About a month or so after the end of the war in Sri Lanka, R Swaminathan, former Special Secretary of the Government of India commented that there should be no rigidity in implementing measures of reconciliation, reconstruction and rehabilitation in post war Sri Lanka. He further stated that a ‘credibly delivered’ political solution was an essential component to the end of the kind of conflict that Sri Lanka had experienced and without this, the future appeared disturbing at best. The sentiment was echoed by the blogger Cerno, although in more vernacular terms: “Sri Lanka: Now the Hard Part Begins”. Now, we all know this to be true. No avenue in a process of critical reasoning can conclude that the end of physical hostilities in Sri Lanka can mean that the ethnic conflict has ended. The road ahead will be laborious, painful and difficult to navigate, but it cannot be embarked upon without being fully cognizant of this. If what we want is true reconciliation and a society built upon liberty, justice and equality we must be prepared to face all the issues that every single democratic experiment has historically confronted. These are the ideals for our society that form the shallow rhetoric of our beloved politicians, and which inspire the fight of the many members of civil society, or, as a friend of mine once labelled them- the ‘peace’ industry. There is nothing wrong with these ideals- they are anchored to a project that seeks nothing but social justice, and real democracy. Of course, this being that we accept the democratic and capitalist projects as normatively good.
By this time you will be deriding me for bringing out that hackneyed old socialist Marxist tripe that, in academia at least, is becoming very mainstream. It’s easy, it’s even trendy to go all hammer and tongs at neo-liberalism, capitalism and modernity. These institutions are built on good, strong moral, Christian grounds, and yet, of course, they destroy and fall to ruins very easily. I am not speaking only of the disasters of the Third World, but globally, certainly. Academics active in the climate change debate are arguing for governments not run by politicians but for institutional authoritarianism run by knowledge experts. Why? Because democracy has failed humanity and the institutions, laws, markets and corporations that sustain this experiment of the modern only survive on the image of humanity in chaos and disorder. All our value and knowledge systems are distorted by its principles. More than colonial legacies, it is the principles of modernity, with a focus on individualism, with the dominance of a concern for the centrality of the individual, for private values against collective values that divides and antagonises us. Social fragmentation at its best, preying on our social insecurities and fears in the most insidious manner- by talking to us of equality and liberty. I make no new or perverse argument here. The democratic experiment will fail in Sri Lanka, and this would have happened even if this war had ended in a ‘credibly delivered’ equitable political solution.

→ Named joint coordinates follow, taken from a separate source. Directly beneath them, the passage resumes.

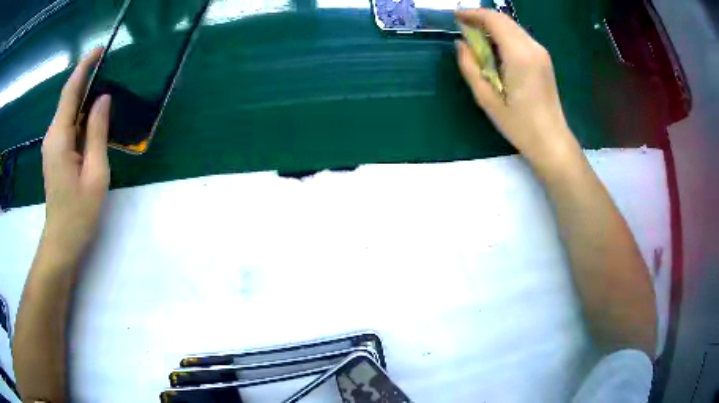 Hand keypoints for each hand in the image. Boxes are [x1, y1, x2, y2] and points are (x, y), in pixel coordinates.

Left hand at [40, 48, 110, 265]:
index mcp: (59, 137)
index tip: (100, 49)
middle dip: (86, 78)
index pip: (70, 92)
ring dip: (85, 97)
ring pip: (69, 111)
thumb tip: (103, 98)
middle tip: (109, 66)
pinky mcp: (56, 153)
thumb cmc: (79, 212)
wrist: (62, 241)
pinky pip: (69, 125)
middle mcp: (52, 135)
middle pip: (69, 99)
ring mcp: (52, 145)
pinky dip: (82, 114)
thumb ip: (97, 132)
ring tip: (106, 85)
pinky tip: (95, 114)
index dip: (84, 68)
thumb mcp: (95, 172)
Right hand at [455, 9, 579, 166]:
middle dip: (481, 18)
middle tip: (462, 26)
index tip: (455, 17)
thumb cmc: (519, 124)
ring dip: (492, 26)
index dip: (472, 14)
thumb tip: (460, 44)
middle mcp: (532, 47)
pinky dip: (503, 35)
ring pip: (512, 26)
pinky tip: (494, 47)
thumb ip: (470, 67)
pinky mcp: (544, 59)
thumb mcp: (486, 99)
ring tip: (475, 37)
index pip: (493, 19)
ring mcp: (541, 52)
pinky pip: (520, 37)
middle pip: (503, 19)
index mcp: (519, 55)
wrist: (551, 140)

Do not mistake the sentiments of this piece. I have no sympathy with the petty thuggery of the Rajapakse administration or in their handling of the conflict or the country. The damage that they are doing to Sri Lanka has caused many of my friends to think fondly of Chandrika Kumaratunge and even Ranasinghe Premadasa. It is morally revolting to think of members of the Buddhist clergy in active parliamentary politics and somewhat shaming to note the weakness of the Christian leadership. There is no place for academia or independent thought and speech, and certainly nothing but death or a little light torture for the braver members of the media and civil society. Ranil Wickremasinghe, leader of the opposition cannot and will not deliver. Indeed, civil society is fighting the ‘good’ fight for liberal democracy, economic prosperity and so on. Contrary to the rhetoric of the government, I would point to them as the real patriots of Sri Lanka. My grief with this ‘peace industry’ is that they buy in to the West, to the policies by which foreign superpowers have decided we must all run our countries, and this makes it all the easier for the Rajapakse administration and the Buddhist clergy to wage a vicious cultural war upon them and to incite the darker sides of Sinhala nationalism.
I am tired, as you are, of the argument I made above about the failure of democratic, modern institutions and the dominance of economic and individual concerns. As I said before, it’s dead easy to criticise institutions and policies without presenting an alternative. This focus only solidifies the centrality of these systems to our thought and organisation of the world. This is a blind spot in modern academia and policy making, that while willing to be critical of the systems and institutions, we are unwilling to look beyond them to the possibility of an alternative, towards radical reform that moves away from the models of ‘growth’ and ‘progress’ that the principles of political modernity are fundamentally based upon. We cannot imagine even the conception of an alternative, and in terms of Sri Lanka, a home-grown solution that isn’t based on these principles. Now I do not know what this alternative is so I cannot provide you with the framework for building it. However, let me ask this. An academic I met in Sri Lanka, years ago, made the comment that little in Sri Lanka fits neatly into any theoretical box. If this is so, why struggle to make Sri Lanka fit into the same democratic, capitalist box? Why not move the discussion, debate and work we do into a Sri Lanka that becomes an example to the world in seeking a moral, sustainable alternative? Perhaps we need to retrace our steps, not be afraid of a little developmental regression into the pre-modern, and courageously make a new journey out of the city of the world and into the village of the mind. I think it’s best to do this while the sun’s still shining and arrack flows free and true.